### What the exercise asks
Reproduce the closing run of lines below verbatim, from the line that contains "middle tip: (1013, 705)" up to and including the final line.

__________

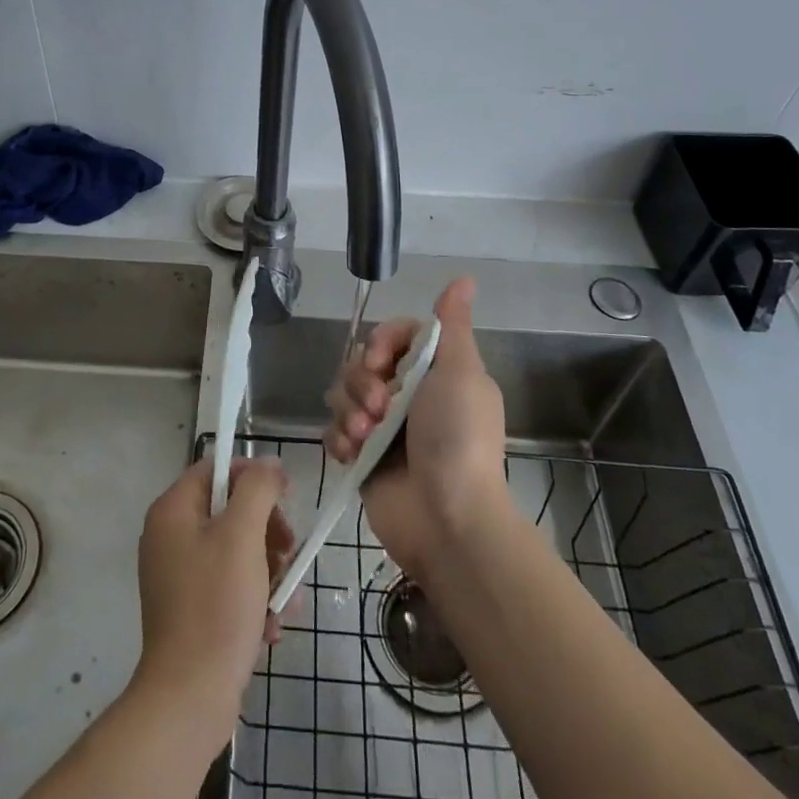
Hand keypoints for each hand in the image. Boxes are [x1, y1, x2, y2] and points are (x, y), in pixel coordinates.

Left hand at [133, 456, 294, 729]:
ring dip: (269, 570)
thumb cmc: (216, 605)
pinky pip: (230, 586)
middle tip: (289, 551)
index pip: (216, 469)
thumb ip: (258, 489)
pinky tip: (272, 624)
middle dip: (267, 530)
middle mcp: (170, 537)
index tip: (286, 495)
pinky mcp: (192, 610)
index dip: (253, 475)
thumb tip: (269, 464)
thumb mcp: (243, 536)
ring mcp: (179, 576)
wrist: (190, 698)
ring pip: (236, 551)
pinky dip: (255, 599)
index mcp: (173, 511)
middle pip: (229, 510)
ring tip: (286, 599)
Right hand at [324, 277, 509, 585]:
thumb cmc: (458, 439)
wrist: (447, 520)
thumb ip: (452, 326)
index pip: (393, 334)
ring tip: (365, 437)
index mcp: (434, 372)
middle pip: (361, 362)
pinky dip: (339, 438)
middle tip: (380, 409)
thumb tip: (465, 278)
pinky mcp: (361, 456)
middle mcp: (407, 394)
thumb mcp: (461, 374)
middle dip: (362, 382)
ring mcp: (382, 426)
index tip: (381, 362)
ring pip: (342, 393)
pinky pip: (333, 429)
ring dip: (349, 411)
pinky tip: (352, 454)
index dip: (380, 342)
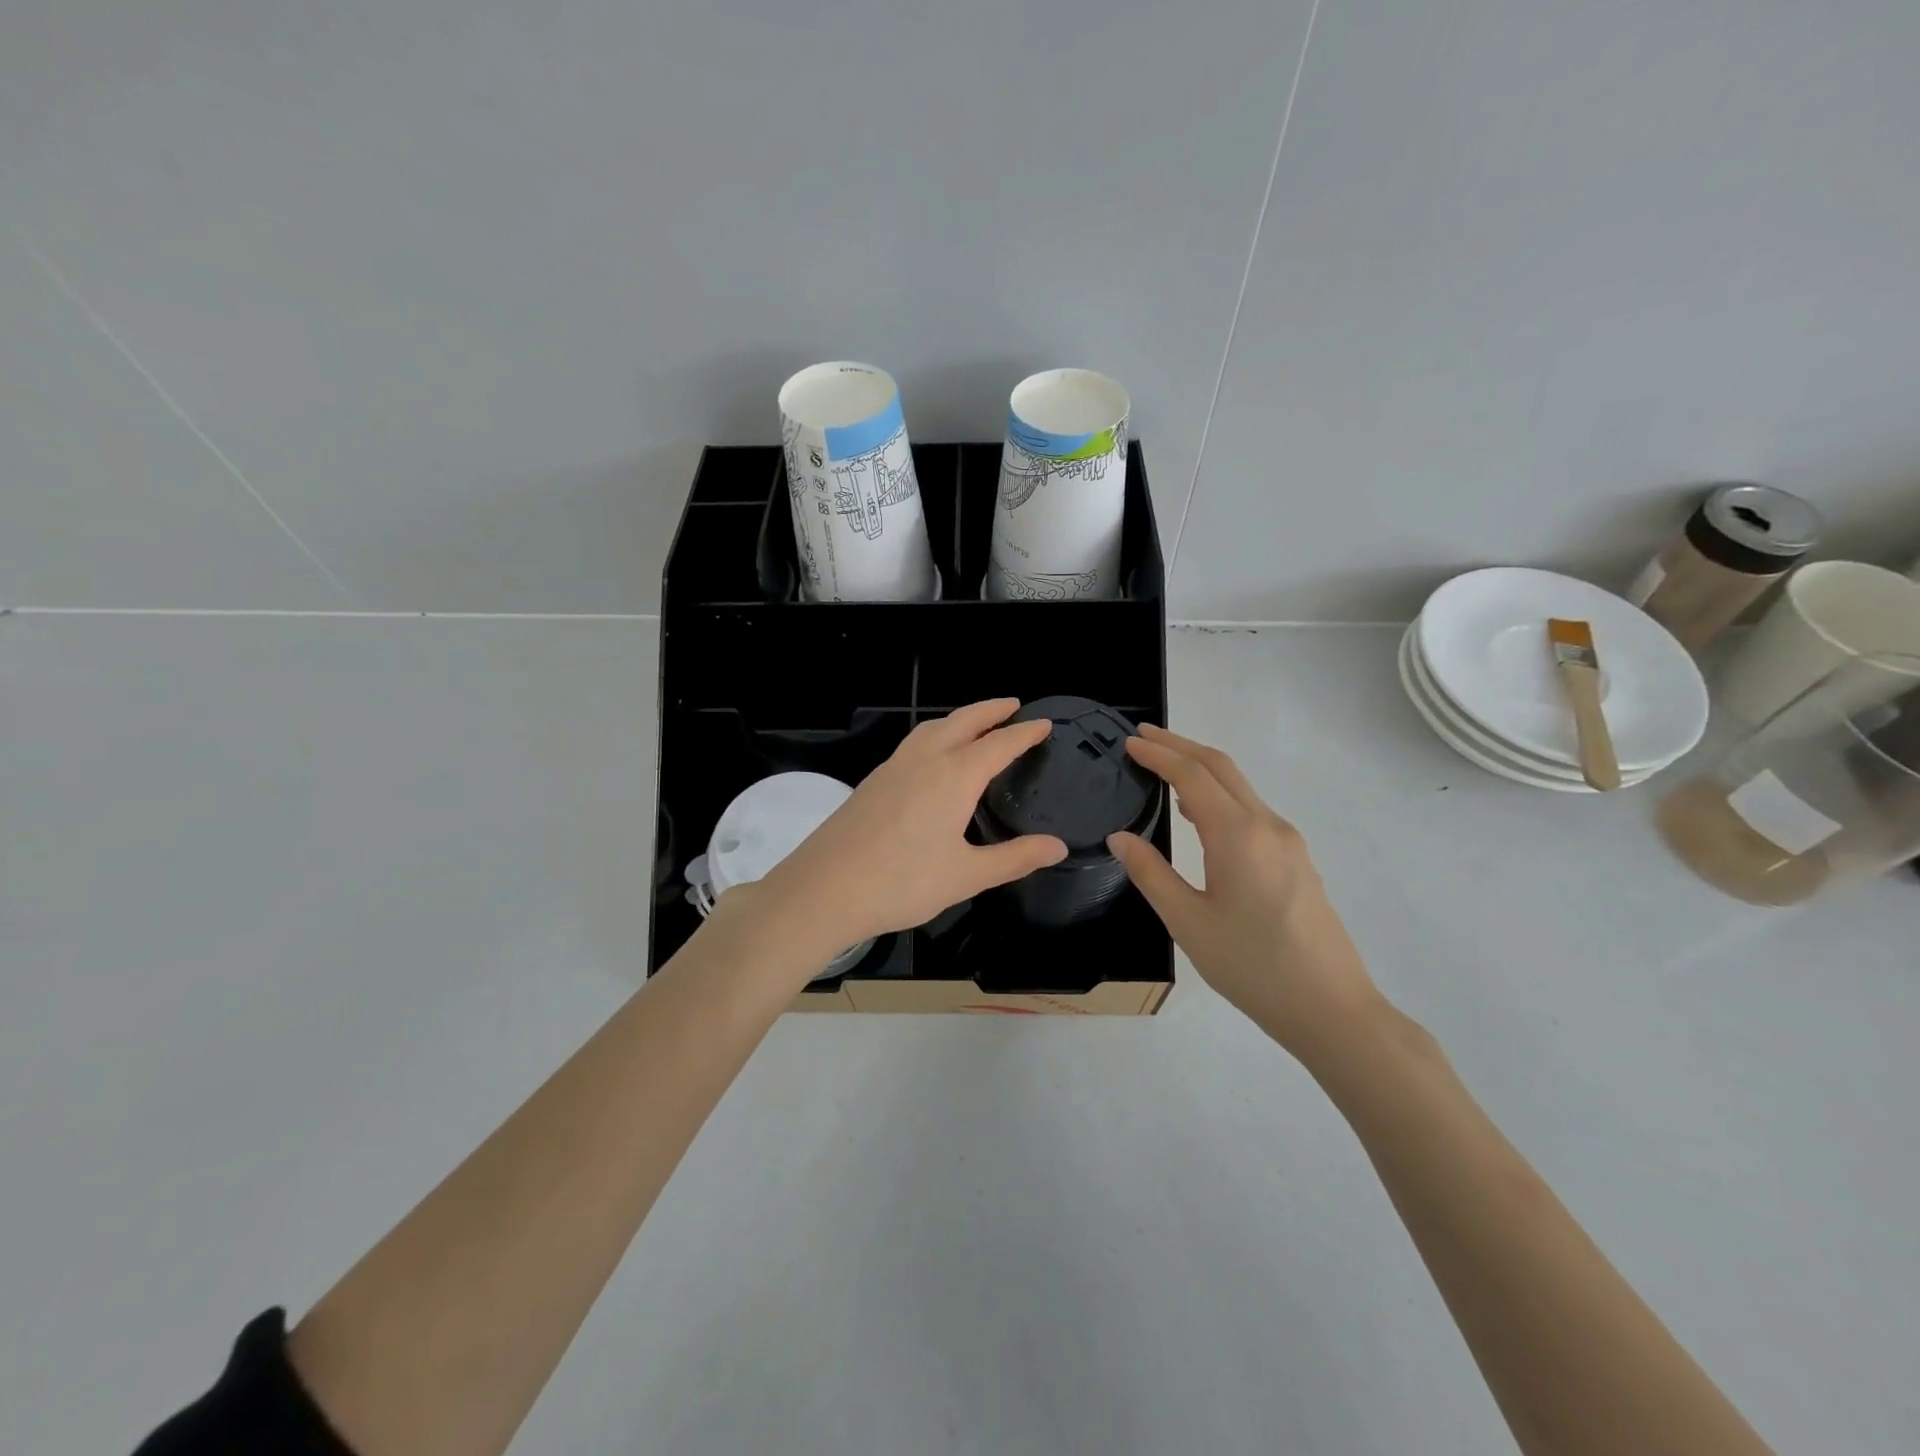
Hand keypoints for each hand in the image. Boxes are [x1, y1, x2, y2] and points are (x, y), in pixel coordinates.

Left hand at [749, 700, 1067, 960]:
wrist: (824, 889)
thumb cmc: (902, 883)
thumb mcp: (967, 876)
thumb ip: (1015, 858)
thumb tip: (1058, 846)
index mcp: (954, 777)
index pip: (999, 745)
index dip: (1025, 733)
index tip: (1045, 724)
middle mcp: (924, 761)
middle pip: (963, 721)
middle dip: (990, 710)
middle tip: (1013, 705)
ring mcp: (893, 768)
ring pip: (932, 728)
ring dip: (959, 718)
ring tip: (975, 723)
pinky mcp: (872, 781)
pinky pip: (912, 743)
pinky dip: (934, 734)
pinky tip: (932, 757)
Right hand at [1107, 725, 1380, 1056]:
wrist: (1331, 1007)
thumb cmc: (1252, 966)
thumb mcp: (1188, 922)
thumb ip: (1150, 874)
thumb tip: (1120, 837)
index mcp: (1238, 835)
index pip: (1192, 775)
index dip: (1159, 754)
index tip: (1129, 743)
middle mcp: (1267, 825)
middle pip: (1221, 767)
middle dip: (1180, 746)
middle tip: (1142, 738)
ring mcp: (1287, 840)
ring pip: (1239, 786)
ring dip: (1200, 767)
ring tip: (1163, 766)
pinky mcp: (1296, 859)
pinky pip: (1251, 808)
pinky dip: (1219, 793)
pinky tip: (1199, 811)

__________

### Output below
middle tip: (1013, 705)
ring mcp: (893, 768)
ring pip: (932, 728)
ring dip: (959, 718)
ring tip: (975, 723)
pinky mcp: (872, 781)
pinky pip: (912, 743)
pinky dip: (934, 734)
pinky tip: (932, 757)
Right hand at [1107, 725, 1380, 1056]:
wrist: (1331, 1007)
thumb cmc: (1252, 966)
thumb mcp: (1188, 922)
thumb ip: (1150, 874)
thumb tip: (1120, 837)
index mcp: (1238, 835)
index pip: (1192, 775)
index dip: (1159, 754)
index tip: (1129, 743)
middle mcp: (1267, 825)
middle pip: (1221, 767)
middle dip: (1180, 746)
middle tip: (1142, 738)
ring mcp: (1287, 840)
ring pip: (1239, 786)
ring dip: (1200, 767)
ring tip: (1163, 766)
pinky mcp: (1296, 859)
pinky pip: (1251, 808)
pinky dip: (1219, 793)
pinky tip: (1199, 811)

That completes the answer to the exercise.